GIVEN DATA
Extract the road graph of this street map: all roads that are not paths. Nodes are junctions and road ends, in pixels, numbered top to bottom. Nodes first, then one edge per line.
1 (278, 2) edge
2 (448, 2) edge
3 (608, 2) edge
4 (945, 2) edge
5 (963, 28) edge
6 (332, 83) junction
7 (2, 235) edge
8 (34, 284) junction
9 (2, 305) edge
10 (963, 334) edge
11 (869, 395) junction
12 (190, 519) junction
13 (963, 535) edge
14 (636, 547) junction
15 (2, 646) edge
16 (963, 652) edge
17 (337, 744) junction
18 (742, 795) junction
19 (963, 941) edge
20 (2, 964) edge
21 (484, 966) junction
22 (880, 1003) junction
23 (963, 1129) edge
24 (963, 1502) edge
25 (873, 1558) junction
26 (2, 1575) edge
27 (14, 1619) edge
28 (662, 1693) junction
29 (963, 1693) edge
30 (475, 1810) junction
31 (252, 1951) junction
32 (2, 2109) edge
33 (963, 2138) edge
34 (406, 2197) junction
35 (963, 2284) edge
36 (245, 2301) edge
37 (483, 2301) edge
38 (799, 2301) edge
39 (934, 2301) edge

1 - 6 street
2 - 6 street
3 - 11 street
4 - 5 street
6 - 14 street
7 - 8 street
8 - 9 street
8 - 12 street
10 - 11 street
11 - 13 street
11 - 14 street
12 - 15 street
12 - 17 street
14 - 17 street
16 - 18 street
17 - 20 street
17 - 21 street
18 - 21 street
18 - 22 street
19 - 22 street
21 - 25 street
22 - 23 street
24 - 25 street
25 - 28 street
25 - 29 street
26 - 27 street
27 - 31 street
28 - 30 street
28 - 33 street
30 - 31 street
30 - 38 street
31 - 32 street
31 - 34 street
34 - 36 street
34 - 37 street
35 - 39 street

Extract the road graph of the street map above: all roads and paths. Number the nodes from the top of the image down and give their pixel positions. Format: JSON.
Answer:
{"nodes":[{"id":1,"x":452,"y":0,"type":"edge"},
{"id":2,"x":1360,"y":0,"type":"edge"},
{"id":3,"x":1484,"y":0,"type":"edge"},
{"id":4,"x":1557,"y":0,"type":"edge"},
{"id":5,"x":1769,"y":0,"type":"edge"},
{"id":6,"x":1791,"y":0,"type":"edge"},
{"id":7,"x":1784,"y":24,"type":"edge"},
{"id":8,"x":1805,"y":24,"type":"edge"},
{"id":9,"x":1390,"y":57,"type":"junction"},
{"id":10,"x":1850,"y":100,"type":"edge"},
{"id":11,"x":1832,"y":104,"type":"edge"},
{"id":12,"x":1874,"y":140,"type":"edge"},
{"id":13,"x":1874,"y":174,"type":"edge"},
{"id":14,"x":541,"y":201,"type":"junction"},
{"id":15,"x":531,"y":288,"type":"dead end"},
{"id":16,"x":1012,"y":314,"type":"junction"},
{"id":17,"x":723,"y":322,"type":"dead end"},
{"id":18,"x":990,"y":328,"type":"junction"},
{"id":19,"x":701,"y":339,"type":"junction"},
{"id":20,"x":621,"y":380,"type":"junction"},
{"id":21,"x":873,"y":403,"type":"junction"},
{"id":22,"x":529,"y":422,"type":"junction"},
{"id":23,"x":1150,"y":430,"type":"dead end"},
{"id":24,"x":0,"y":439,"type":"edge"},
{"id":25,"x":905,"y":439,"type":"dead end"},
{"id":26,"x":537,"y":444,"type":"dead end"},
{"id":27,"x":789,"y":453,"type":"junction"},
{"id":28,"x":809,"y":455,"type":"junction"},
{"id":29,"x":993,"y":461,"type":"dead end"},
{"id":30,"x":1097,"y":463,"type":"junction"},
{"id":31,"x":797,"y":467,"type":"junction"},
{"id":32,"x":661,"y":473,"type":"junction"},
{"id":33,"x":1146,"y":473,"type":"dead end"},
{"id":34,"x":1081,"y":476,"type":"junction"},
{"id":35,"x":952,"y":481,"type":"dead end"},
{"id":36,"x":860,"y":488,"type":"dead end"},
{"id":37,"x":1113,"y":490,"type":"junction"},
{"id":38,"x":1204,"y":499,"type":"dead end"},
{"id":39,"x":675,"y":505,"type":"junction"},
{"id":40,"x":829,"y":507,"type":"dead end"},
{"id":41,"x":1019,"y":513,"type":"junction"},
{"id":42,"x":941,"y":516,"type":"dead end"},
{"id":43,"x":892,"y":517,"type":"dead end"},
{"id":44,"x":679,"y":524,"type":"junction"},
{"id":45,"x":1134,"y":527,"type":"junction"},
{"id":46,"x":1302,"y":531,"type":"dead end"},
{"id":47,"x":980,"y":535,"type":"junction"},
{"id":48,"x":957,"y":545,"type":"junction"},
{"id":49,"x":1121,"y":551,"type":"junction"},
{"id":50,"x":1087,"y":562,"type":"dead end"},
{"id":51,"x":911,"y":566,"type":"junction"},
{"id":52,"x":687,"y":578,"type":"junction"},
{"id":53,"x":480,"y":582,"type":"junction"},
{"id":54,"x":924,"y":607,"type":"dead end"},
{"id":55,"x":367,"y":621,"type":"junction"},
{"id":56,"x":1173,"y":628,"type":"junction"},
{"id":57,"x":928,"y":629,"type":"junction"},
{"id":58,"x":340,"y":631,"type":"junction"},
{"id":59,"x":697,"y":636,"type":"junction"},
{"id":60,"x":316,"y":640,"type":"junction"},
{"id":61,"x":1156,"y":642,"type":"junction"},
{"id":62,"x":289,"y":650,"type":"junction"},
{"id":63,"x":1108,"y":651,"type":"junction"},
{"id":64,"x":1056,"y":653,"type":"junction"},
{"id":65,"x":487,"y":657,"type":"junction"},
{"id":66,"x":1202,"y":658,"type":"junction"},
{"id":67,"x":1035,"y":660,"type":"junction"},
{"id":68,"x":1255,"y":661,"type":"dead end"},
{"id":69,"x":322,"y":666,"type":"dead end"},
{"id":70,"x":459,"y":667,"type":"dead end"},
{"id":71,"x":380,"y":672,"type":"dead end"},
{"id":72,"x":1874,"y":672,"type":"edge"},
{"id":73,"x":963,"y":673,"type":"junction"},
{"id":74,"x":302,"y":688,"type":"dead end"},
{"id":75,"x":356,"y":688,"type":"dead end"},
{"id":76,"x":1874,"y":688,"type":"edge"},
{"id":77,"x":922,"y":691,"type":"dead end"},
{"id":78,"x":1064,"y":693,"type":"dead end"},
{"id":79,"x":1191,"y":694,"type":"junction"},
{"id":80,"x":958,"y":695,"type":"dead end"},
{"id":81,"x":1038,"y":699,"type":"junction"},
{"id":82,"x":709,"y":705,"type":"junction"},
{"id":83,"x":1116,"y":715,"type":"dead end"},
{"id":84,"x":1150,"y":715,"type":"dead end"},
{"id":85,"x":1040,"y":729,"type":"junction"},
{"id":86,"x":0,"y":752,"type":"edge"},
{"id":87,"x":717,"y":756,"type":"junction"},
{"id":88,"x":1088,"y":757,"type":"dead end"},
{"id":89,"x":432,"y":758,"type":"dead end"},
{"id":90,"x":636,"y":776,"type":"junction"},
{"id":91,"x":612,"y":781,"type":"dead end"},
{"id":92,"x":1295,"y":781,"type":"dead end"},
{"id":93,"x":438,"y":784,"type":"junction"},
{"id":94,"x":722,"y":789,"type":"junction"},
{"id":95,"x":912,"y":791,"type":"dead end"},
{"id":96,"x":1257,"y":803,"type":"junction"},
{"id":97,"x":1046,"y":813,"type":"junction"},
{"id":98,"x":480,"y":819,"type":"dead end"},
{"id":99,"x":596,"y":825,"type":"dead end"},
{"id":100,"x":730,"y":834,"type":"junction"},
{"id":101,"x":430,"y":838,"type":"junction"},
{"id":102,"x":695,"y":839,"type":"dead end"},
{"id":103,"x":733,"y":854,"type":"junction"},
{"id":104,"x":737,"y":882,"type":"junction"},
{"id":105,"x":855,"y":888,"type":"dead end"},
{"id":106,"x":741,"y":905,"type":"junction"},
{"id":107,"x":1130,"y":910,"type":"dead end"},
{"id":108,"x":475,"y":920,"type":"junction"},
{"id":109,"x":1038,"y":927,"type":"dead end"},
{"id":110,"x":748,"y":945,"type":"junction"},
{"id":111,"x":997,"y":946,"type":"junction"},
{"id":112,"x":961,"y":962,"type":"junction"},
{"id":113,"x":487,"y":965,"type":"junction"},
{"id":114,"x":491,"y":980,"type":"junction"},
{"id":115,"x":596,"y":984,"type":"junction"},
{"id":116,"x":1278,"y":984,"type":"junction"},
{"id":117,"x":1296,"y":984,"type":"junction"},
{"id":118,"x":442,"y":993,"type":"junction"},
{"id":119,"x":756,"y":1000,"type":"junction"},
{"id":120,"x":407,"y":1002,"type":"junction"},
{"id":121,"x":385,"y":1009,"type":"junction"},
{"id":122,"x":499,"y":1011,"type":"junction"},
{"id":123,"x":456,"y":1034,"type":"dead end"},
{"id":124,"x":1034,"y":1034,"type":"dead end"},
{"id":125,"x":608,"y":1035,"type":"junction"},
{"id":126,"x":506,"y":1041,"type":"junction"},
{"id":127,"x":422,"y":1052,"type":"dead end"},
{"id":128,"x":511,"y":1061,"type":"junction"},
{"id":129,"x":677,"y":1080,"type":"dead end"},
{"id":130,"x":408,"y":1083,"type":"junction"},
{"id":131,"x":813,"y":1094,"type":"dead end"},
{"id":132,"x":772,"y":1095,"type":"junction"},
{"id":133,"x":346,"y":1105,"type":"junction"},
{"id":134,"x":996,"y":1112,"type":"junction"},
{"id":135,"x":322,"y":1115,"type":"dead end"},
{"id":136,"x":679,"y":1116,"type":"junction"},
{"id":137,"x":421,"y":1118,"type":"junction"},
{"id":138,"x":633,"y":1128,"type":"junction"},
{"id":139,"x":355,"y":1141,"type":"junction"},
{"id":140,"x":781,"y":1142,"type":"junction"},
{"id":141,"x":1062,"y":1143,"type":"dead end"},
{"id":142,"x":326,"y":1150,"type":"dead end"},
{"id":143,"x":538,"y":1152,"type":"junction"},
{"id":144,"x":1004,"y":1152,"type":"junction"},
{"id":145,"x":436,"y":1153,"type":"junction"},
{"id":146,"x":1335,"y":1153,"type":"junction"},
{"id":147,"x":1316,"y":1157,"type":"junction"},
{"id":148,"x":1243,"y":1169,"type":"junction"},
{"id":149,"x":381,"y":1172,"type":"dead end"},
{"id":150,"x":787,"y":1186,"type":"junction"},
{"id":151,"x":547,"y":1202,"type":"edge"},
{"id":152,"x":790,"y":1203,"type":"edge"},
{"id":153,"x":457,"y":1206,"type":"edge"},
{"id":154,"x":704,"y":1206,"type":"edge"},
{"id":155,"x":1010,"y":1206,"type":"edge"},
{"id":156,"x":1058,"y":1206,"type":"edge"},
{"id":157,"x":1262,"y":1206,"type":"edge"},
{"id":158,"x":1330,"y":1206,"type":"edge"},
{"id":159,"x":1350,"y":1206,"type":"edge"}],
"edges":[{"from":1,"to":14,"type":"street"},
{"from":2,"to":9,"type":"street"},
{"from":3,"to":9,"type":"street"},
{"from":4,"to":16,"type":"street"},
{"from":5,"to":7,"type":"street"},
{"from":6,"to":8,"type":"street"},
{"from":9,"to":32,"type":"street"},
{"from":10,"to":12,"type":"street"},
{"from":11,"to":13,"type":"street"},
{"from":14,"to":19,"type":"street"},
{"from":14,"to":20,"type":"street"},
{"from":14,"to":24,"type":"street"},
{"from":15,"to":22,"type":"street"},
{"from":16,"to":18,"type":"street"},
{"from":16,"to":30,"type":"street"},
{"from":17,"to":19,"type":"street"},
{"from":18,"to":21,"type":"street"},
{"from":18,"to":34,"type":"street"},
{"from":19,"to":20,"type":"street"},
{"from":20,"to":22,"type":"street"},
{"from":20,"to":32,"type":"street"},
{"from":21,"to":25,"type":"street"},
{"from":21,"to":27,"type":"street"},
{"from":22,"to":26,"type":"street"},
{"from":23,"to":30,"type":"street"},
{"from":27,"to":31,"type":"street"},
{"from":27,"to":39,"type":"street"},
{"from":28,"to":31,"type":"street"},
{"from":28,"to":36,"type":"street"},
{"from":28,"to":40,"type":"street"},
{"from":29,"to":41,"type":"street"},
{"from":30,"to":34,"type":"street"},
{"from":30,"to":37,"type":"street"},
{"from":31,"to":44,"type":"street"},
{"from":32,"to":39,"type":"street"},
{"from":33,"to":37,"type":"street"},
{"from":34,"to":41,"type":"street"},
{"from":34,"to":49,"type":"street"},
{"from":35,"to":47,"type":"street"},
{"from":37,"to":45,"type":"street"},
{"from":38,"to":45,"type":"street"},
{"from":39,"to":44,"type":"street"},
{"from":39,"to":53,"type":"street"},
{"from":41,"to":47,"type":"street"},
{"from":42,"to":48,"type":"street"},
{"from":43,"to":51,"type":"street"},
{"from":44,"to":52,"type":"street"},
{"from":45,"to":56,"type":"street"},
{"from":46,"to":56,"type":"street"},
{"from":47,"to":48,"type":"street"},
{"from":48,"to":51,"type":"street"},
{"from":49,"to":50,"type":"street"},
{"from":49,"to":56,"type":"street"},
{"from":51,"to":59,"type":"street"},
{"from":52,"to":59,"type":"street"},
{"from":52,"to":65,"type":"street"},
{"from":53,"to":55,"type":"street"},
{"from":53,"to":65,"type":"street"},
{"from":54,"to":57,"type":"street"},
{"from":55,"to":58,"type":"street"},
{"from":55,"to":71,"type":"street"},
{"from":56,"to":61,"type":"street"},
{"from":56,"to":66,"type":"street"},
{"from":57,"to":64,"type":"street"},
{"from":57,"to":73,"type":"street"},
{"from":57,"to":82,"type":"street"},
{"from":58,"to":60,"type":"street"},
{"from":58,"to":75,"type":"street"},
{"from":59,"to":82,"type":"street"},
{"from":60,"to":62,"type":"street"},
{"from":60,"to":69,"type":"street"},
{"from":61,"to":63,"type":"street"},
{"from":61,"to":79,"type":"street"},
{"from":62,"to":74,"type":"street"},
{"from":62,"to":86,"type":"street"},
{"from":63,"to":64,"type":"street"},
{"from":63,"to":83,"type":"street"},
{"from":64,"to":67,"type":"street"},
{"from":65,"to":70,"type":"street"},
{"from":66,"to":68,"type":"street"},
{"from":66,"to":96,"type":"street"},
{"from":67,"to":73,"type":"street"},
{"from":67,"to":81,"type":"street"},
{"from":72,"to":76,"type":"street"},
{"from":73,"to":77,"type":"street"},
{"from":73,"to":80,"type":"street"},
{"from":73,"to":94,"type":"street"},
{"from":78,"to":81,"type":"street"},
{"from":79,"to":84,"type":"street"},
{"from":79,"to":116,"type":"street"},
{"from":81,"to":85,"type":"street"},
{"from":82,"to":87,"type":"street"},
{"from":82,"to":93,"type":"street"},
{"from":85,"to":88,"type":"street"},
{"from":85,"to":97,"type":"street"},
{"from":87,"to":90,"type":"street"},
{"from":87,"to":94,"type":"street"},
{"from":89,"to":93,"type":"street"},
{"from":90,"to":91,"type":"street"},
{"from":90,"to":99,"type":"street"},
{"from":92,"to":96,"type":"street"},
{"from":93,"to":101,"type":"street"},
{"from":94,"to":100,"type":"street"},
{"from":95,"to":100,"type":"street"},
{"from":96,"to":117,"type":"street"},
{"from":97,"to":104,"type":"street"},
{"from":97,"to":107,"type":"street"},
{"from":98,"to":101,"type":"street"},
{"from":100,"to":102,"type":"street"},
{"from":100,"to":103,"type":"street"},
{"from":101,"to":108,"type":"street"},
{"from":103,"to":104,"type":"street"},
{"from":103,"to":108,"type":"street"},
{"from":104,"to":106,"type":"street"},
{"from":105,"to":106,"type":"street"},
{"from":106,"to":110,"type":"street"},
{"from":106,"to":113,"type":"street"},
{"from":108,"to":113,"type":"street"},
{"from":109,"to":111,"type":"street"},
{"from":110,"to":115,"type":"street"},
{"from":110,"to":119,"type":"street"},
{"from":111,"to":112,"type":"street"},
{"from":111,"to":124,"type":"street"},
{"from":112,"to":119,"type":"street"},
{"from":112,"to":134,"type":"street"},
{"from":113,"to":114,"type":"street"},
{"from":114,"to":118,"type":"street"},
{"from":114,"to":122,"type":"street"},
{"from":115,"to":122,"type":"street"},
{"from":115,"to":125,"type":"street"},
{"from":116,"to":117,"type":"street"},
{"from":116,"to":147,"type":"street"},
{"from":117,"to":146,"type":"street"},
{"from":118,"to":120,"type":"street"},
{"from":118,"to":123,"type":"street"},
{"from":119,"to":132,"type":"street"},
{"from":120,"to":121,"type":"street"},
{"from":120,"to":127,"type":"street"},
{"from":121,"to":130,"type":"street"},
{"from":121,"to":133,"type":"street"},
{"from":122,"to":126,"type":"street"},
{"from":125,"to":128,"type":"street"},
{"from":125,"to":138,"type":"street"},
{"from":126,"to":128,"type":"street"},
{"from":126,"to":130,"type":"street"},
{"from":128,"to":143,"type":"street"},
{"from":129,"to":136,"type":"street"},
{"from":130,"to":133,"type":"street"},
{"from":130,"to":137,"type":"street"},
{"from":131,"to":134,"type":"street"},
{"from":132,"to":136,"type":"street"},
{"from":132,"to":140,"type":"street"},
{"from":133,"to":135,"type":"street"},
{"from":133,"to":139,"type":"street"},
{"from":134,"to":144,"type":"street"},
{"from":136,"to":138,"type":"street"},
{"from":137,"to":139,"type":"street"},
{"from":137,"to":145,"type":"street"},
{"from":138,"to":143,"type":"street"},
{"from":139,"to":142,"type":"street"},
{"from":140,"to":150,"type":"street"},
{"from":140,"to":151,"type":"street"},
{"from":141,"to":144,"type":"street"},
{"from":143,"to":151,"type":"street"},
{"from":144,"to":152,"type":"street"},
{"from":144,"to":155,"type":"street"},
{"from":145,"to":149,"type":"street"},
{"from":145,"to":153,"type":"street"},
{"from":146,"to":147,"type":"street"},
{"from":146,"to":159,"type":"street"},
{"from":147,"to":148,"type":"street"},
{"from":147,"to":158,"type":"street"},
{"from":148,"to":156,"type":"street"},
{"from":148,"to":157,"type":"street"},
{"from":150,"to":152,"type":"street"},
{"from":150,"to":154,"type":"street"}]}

WHAT YOU WILL DO
Reproduce the listing above exactly as far as the line with "Extract the road graph of the", that line included.

YOUR RESPONSE
Extract the road graph of this street map: all roads that are not paths. Nodes are junctions and road ends, in pixels, numbered top to bottom. Nodes first, then one edge per line.
1 (278, 2) edge
2 (448, 2) edge
3 (608, 2) edge
4 (945, 2) edge
5 (963, 28) edge
6 (332, 83) junction
7 (2, 235) edge
8 (34, 284) junction
9 (2, 305) edge
10 (963, 334) edge
11 (869, 395) junction
12 (190, 519) junction
13 (963, 535) edge
14 (636, 547) junction
15 (2, 646) edge
16 (963, 652) edge
17 (337, 744) junction
18 (742, 795) junction
19 (963, 941) edge
20 (2, 964) edge
21 (484, 966) junction
22 (880, 1003) junction
23 (963, 1129) edge
24 (963, 1502) edge
25 (873, 1558) junction
26 (2, 1575) edge
27 (14, 1619) edge
28 (662, 1693) junction
29 (963, 1693) edge
30 (475, 1810) junction
31 (252, 1951) junction
32 (2, 2109) edge
33 (963, 2138) edge
34 (406, 2197) junction
35 (963, 2284) edge
36 (245, 2301) edge
37 (483, 2301) edge
38 (799, 2301) edge
39 (934, 2301) edge

1 - 6 street
2 - 6 street
3 - 11 street
4 - 5 street
6 - 14 street
7 - 8 street
8 - 9 street
8 - 12 street
10 - 11 street
11 - 13 street
11 - 14 street
12 - 15 street
12 - 17 street
14 - 17 street
16 - 18 street
17 - 20 street
17 - 21 street
18 - 21 street
18 - 22 street
19 - 22 street
21 - 25 street
22 - 23 street
24 - 25 street
25 - 28 street
25 - 29 street
26 - 27 street
27 - 31 street
28 - 30 street
28 - 33 street
30 - 31 street
30 - 38 street
31 - 32 street
31 - 34 street
34 - 36 street
34 - 37 street
35 - 39 street

Extract the road graph of the street map above: all roads and paths. Number the nodes from the top of the image down and give their pixel positions. Format: JSON.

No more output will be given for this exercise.